Some lines below hold "white". Pick them out and copy them.

[Stored data]
BEGIN

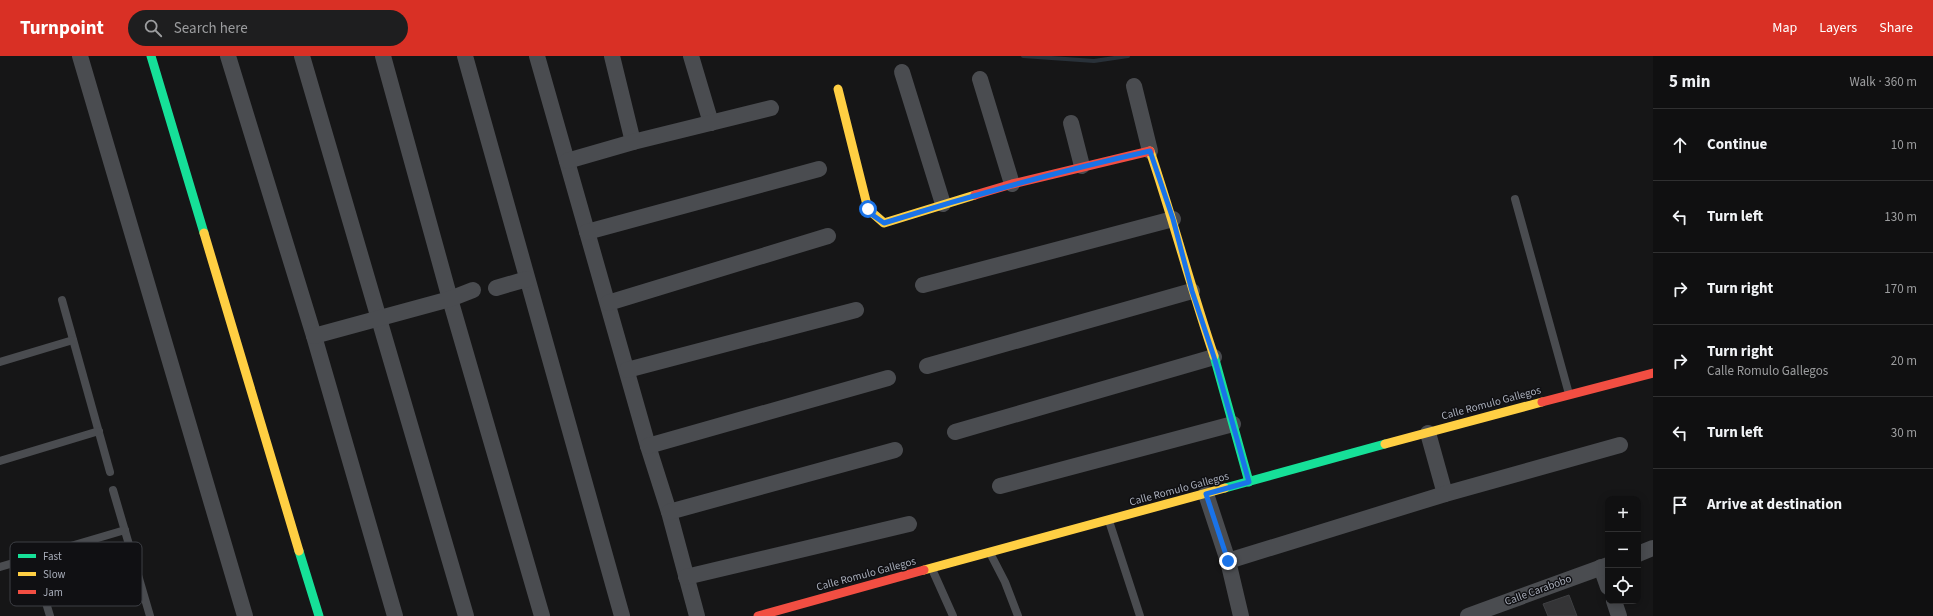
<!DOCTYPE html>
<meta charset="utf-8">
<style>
:root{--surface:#101011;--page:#1e1e1f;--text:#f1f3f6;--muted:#9c9d9f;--line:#303031;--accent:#d93025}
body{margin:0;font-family:"Source Sans 3",sans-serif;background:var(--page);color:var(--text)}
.controls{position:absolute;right:12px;bottom:12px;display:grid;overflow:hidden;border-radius:8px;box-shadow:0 2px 10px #0003}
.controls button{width:36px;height:36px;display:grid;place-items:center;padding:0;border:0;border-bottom:1px solid var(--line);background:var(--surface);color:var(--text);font:20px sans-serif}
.stop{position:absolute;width:12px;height:12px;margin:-9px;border:3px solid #1a73e8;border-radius:50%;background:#fff}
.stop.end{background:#1a73e8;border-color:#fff;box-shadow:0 1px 4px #0008}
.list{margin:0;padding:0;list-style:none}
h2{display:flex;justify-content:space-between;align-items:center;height:52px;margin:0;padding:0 16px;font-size:17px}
h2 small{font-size:13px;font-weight:400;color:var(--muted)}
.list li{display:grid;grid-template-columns:26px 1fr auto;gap:12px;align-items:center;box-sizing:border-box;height:72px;padding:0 16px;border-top:1px solid var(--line)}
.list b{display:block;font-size:15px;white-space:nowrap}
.list p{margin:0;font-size:13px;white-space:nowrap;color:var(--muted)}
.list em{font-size:13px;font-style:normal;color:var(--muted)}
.icon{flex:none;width:22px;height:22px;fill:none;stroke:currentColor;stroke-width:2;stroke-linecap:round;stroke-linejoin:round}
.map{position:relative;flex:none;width:1653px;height:560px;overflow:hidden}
header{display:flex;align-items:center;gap:24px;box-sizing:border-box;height:56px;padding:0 20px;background:var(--accent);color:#fff}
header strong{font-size:19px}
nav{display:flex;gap:22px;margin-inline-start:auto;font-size:14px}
.search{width:280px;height:36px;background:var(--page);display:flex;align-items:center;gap:10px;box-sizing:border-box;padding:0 14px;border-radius:22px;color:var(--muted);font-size:15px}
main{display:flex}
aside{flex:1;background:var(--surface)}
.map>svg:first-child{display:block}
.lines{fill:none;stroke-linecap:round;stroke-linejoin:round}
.stream{stroke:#293139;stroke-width:4}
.building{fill:#343436;stroke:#3f4043}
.lane{stroke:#4a4c50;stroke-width:8}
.street{stroke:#4a4c50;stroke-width:16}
.fast{stroke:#16e098;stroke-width:9}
.slow{stroke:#ffcf43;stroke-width:9}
.jam{stroke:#f24e42;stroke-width:9}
.route{stroke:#1a73e8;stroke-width:5}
.labels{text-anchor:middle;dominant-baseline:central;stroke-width:3;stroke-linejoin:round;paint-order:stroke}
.street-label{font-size:11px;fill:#a7acb8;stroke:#101013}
.key{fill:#101013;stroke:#3d3f45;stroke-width:1}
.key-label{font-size:11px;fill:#a7acb8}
</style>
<header>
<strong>Turnpoint</strong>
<div class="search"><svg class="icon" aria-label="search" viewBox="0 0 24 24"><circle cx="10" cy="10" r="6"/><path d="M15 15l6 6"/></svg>Search here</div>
<nav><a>Map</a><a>Layers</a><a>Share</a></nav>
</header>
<main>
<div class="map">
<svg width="1653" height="560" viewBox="0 0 1653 560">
<rect width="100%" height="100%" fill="#161617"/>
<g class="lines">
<polyline class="stream" points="1023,0 1094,5 1128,0"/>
</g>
<polygon class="building" points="1569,539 1577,560 1548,560 1543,548"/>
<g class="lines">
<g class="lane">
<polyline points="1515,143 1569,338"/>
<polyline points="62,244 110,416"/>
<polyline points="0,306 73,284"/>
<polyline points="0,405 99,375"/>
<polyline points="113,434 150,560"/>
<polyline points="1109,465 1140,560"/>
<polyline points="990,497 1005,526 1018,560"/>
<polyline points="32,501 50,560"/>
<polyline points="0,511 125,474"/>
<polyline points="932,513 953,560"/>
</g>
<g class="street">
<polyline points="80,0 245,560"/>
<polyline points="228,0 314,280 395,560"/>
<polyline points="302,0 466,560"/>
<polyline points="383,0 450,243 542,560"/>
<polyline points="465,0 622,560"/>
<polyline points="537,0 648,390 669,456 697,560"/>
<polyline points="612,0 633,86"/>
<polyline points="691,0 711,67"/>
<polyline points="902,16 943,148"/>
<polyline points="980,23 1012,128"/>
<polyline points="1134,30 1150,95"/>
<polyline points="1071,67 1082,110"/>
<polyline points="567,105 633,86 771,52"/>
<polyline points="587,176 819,113"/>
<polyline points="923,229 1173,163"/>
<polyline points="496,232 527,223"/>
<polyline points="608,247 828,180"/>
<polyline points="314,280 450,243 473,234"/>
<polyline points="927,310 1192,235"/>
<polyline points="627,314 856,254"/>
<polyline points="955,376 1214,301"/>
<polyline points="1428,377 1445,438"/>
<polyline points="648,390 888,322"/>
<polyline points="1000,430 1233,368"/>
<polyline points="1206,438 1228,505"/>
<polyline points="669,456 895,394"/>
<polyline points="1638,498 1653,492"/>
<polyline points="1601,511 1608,531"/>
<polyline points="686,521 909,468"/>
<polyline points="1614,545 1619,560"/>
<polyline points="1241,560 1228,505 1445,438 1620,389"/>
<polyline points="1468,560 1608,509"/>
</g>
<g class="fast">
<polyline points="151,0 204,177"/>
<polyline points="1214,300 1249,426"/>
<polyline points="1225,432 1385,388"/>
<polyline points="299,495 319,560"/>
</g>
<g class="slow">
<polyline points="838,33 868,153 884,167 975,139"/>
<path d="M1150,95C1173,163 1191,232 1214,300"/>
<polyline points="204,177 299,495"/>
<polyline points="1385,388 1542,346"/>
<polyline points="924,514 1225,432"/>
</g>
<g class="jam">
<polyline points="975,139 1012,128 1150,95"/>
<polyline points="1542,346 1653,317"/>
<polyline points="758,560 924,514"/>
</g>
</g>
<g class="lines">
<path class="route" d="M868,153L874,160L884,167C972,139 1060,115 1150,95L1173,163L1192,235L1214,301L1249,426L1206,438L1228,505"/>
</g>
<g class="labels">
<g class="street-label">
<text transform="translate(1491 347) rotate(-15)">Calle Romulo Gallegos</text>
<text transform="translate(1179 433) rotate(-15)">Calle Romulo Gallegos</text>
<text transform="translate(866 518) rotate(-15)">Calle Romulo Gallegos</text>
<text transform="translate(1538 534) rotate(-20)">Calle Carabobo</text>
</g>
</g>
<rect x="10" y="486" width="132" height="64" rx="6" class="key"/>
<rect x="18" y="498" width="18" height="4" fill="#16e098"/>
<rect x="18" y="516" width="18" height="4" fill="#ffcf43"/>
<rect x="18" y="534" width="18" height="4" fill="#f24e42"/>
<g class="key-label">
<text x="43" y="504">Fast</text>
<text x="43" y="522">Slow</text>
<text x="43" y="540">Jam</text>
</g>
</svg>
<div class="controls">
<button>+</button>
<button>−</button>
<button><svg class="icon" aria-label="locate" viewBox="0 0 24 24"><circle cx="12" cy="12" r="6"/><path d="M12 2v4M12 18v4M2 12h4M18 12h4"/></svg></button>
</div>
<div class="stop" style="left:868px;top:153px"></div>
<div class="stop end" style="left:1228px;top:505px"></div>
</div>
<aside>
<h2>5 min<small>Walk · 360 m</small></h2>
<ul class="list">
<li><svg class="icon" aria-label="ahead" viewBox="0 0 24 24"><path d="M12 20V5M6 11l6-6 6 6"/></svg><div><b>Continue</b></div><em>10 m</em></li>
<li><svg class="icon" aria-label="left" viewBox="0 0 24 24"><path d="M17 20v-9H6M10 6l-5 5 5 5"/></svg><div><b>Turn left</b></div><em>130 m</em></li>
<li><svg class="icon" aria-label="right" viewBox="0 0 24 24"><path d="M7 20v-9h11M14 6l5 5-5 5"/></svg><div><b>Turn right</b></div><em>170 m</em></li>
<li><svg class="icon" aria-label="right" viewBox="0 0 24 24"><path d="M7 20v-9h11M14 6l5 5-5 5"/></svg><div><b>Turn right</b><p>Calle Romulo Gallegos</p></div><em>20 m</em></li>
<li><svg class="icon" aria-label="left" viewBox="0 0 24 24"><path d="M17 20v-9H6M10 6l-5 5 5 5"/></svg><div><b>Turn left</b></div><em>30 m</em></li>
<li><svg class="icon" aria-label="arrive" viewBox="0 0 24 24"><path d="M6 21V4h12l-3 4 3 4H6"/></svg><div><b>Arrive at destination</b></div></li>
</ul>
</aside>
</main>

END

[Exercise solution]
.list b{display:block;font-size:15px;white-space:nowrap}
.list p{margin:0;font-size:13px;white-space:nowrap;color:var(--muted)}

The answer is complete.